A single bullet casing, cellphone records and surveillance video point to rapper YNW Melly as the gunman who took the lives of two longtime friends, Miramar police say.
YNW Melly and his friend, Cortlen Malik Henry, tried to disguise the killings of Anthony D’Andre Williams and Christopher Thomas Jr. as a drive-by shooting, and to portray themselves as survivors of street violence in an effort to mislead police, according to newly available court documents.
But evidence that the initial, lethal gunfire came from inside the Jeep undermined that tale.
The four young men from the Treasure Coast were in South Florida last fall to make music.

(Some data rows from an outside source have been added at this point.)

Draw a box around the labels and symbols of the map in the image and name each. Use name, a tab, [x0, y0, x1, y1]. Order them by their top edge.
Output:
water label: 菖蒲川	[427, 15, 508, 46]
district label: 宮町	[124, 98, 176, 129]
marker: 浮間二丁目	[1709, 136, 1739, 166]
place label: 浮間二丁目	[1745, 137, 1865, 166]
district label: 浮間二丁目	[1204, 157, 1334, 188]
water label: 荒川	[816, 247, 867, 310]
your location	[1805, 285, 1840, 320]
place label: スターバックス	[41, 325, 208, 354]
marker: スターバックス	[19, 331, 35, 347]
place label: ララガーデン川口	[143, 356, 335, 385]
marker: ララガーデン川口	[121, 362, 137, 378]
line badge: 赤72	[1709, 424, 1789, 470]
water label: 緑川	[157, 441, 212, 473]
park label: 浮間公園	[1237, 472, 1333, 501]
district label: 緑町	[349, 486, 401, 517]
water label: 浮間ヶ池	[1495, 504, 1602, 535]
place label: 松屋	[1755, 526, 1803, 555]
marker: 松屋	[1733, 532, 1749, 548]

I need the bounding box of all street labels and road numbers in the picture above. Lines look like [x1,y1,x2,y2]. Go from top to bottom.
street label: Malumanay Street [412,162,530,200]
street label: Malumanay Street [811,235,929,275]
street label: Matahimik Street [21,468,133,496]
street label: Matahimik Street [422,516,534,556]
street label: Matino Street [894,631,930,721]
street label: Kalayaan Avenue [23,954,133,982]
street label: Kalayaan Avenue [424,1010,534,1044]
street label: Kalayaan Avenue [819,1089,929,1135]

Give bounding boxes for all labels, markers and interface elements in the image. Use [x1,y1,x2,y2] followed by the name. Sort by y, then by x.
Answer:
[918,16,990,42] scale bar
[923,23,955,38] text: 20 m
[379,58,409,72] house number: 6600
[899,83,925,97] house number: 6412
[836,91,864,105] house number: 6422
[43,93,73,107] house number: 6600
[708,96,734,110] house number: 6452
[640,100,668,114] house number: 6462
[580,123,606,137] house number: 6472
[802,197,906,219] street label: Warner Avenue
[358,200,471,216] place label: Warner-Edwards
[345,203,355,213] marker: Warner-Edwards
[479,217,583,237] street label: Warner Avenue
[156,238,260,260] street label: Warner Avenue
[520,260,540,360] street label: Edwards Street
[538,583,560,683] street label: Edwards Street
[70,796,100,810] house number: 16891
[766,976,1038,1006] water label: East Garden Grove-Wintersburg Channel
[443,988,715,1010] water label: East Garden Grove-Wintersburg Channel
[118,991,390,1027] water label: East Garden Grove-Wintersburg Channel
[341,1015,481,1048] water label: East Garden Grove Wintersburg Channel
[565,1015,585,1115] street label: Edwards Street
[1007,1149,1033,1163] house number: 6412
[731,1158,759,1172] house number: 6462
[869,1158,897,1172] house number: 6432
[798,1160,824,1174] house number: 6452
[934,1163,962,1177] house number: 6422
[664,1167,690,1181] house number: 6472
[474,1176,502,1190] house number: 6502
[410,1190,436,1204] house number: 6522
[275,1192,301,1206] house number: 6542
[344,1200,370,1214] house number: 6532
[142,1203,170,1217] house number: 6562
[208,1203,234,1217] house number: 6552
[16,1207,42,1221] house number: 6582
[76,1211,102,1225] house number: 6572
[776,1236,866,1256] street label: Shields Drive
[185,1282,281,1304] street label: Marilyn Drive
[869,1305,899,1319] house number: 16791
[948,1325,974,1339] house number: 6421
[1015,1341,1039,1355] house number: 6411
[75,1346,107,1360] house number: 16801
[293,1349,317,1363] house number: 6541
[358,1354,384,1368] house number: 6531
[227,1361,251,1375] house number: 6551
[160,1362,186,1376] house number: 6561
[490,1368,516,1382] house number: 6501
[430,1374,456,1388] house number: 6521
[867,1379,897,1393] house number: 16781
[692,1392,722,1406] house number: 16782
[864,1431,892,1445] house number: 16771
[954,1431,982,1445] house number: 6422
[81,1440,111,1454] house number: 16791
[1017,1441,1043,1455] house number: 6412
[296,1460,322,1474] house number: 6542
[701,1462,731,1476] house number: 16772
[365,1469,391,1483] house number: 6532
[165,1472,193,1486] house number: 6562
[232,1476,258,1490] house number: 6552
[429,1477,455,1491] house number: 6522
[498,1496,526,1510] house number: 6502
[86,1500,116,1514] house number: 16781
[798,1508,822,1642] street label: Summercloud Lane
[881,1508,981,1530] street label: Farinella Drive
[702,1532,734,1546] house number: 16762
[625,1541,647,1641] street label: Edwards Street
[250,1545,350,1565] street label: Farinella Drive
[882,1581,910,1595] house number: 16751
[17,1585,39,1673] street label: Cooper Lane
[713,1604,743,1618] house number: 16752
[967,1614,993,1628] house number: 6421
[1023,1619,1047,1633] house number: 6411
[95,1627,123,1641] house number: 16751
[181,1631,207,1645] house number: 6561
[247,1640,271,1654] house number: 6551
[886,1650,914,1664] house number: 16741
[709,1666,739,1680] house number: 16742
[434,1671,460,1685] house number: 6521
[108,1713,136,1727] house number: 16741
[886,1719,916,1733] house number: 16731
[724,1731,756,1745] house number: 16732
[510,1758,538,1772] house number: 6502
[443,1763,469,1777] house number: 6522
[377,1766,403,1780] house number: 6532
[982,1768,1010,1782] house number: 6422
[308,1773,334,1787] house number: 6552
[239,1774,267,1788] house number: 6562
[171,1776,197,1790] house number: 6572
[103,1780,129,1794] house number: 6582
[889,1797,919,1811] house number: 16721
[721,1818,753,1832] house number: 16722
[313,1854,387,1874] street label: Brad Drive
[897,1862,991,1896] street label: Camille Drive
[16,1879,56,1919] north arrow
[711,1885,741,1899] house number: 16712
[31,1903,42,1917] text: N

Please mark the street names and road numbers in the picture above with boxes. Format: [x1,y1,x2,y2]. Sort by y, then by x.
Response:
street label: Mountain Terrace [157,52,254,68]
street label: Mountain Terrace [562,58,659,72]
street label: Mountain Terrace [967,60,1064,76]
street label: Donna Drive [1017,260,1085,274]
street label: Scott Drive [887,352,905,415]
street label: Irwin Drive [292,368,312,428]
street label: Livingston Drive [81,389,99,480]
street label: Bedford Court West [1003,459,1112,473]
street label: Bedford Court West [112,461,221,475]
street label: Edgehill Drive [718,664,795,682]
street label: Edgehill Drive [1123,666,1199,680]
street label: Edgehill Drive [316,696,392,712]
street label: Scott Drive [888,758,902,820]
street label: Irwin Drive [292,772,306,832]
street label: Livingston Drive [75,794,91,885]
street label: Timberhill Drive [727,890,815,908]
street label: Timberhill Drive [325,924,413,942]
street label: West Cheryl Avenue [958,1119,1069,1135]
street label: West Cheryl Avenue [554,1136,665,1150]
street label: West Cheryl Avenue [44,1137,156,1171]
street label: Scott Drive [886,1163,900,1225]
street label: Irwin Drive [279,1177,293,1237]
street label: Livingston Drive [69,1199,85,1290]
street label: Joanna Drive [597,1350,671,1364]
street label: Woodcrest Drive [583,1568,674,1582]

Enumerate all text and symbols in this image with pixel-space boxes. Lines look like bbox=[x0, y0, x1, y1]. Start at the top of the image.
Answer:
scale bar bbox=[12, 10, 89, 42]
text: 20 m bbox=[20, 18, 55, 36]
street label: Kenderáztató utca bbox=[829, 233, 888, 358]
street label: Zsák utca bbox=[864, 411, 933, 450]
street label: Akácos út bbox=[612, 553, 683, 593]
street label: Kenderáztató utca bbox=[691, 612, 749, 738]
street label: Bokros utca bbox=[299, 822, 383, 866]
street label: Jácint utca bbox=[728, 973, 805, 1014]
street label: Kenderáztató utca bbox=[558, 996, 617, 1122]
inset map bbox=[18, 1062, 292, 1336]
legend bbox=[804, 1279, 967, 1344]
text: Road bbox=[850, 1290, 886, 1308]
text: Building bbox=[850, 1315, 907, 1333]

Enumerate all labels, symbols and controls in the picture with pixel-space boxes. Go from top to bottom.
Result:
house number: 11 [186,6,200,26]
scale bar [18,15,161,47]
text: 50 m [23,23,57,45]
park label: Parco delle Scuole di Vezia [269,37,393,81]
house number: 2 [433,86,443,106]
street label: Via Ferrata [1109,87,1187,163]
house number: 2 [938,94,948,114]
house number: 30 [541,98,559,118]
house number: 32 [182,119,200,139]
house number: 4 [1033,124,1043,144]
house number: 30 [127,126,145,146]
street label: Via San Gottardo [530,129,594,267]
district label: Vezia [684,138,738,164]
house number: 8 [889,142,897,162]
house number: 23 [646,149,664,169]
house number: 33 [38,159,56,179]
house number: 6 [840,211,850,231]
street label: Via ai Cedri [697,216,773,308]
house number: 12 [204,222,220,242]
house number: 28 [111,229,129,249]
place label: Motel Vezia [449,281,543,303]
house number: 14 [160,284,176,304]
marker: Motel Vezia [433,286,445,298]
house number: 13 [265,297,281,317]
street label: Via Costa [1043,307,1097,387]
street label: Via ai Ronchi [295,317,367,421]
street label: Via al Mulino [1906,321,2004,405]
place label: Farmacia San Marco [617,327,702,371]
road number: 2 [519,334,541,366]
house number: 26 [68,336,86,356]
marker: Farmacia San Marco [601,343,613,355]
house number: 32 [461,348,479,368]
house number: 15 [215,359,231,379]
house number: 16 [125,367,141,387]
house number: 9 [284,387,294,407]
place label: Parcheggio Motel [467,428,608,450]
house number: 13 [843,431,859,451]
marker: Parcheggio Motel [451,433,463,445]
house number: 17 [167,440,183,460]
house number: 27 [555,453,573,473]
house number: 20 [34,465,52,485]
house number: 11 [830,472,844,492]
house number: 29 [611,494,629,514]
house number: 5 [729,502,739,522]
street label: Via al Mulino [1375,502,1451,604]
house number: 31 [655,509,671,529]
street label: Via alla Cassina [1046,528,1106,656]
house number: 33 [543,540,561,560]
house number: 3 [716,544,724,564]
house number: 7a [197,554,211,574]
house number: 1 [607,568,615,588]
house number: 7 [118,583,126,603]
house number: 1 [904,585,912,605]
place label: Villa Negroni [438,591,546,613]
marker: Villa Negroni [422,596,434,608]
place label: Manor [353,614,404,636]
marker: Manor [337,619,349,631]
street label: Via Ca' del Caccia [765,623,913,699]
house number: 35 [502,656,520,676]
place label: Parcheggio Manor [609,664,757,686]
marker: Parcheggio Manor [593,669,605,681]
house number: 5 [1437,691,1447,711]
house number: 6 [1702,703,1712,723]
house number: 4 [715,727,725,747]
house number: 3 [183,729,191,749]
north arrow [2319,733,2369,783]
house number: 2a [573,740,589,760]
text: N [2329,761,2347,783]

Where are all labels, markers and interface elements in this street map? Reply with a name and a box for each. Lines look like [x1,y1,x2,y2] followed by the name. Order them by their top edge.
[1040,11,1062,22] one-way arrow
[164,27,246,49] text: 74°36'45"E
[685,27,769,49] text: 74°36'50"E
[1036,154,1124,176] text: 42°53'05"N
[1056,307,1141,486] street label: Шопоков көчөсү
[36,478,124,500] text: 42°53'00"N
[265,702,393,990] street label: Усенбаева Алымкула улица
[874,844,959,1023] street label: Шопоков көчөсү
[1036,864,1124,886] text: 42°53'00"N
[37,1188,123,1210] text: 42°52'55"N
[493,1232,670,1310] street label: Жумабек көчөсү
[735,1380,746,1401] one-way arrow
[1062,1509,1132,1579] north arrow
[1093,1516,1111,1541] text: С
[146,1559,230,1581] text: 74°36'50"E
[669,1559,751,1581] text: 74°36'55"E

YNW Melly, whose name is Jamelle Demons, 19, had a certified gold record with the single “Murder on my mind” and was in the middle of a tour when he turned himself in Feb. 13 to face premeditated murder charges.
His friends — Williams, 21, who was also called YNW Sakchaser, and Thomas, 19, whose stage name was YNW Juvy — aspired to become music stars, too.
Music-making ends in murder
On Oct. 26, video from New Era Recording Studio, at 805 NE 4th Ave. in Fort Lauderdale, showed the four men leave in a Jeep Compass SUV at 3:20 a.m.
Henry, 20, was driving; Demons sat behind him; Williams sat in the front passenger seat and Thomas was in the right rear seat.
Cellphone records showed Demons, Thomas and Williams traveled west on Miramar Parkway, north on Southwest 184th Avenue and then west on Pines Boulevard.
The killings happened on far west Pembroke Road, near a waste treatment plant and the Everglades, according to court documents.
What’s not yet revealed is why, and Miramar police won’t discuss the investigation.
Williams was shot in his head, right shoulder and chest. Thomas had several gunshot wounds in his back and head.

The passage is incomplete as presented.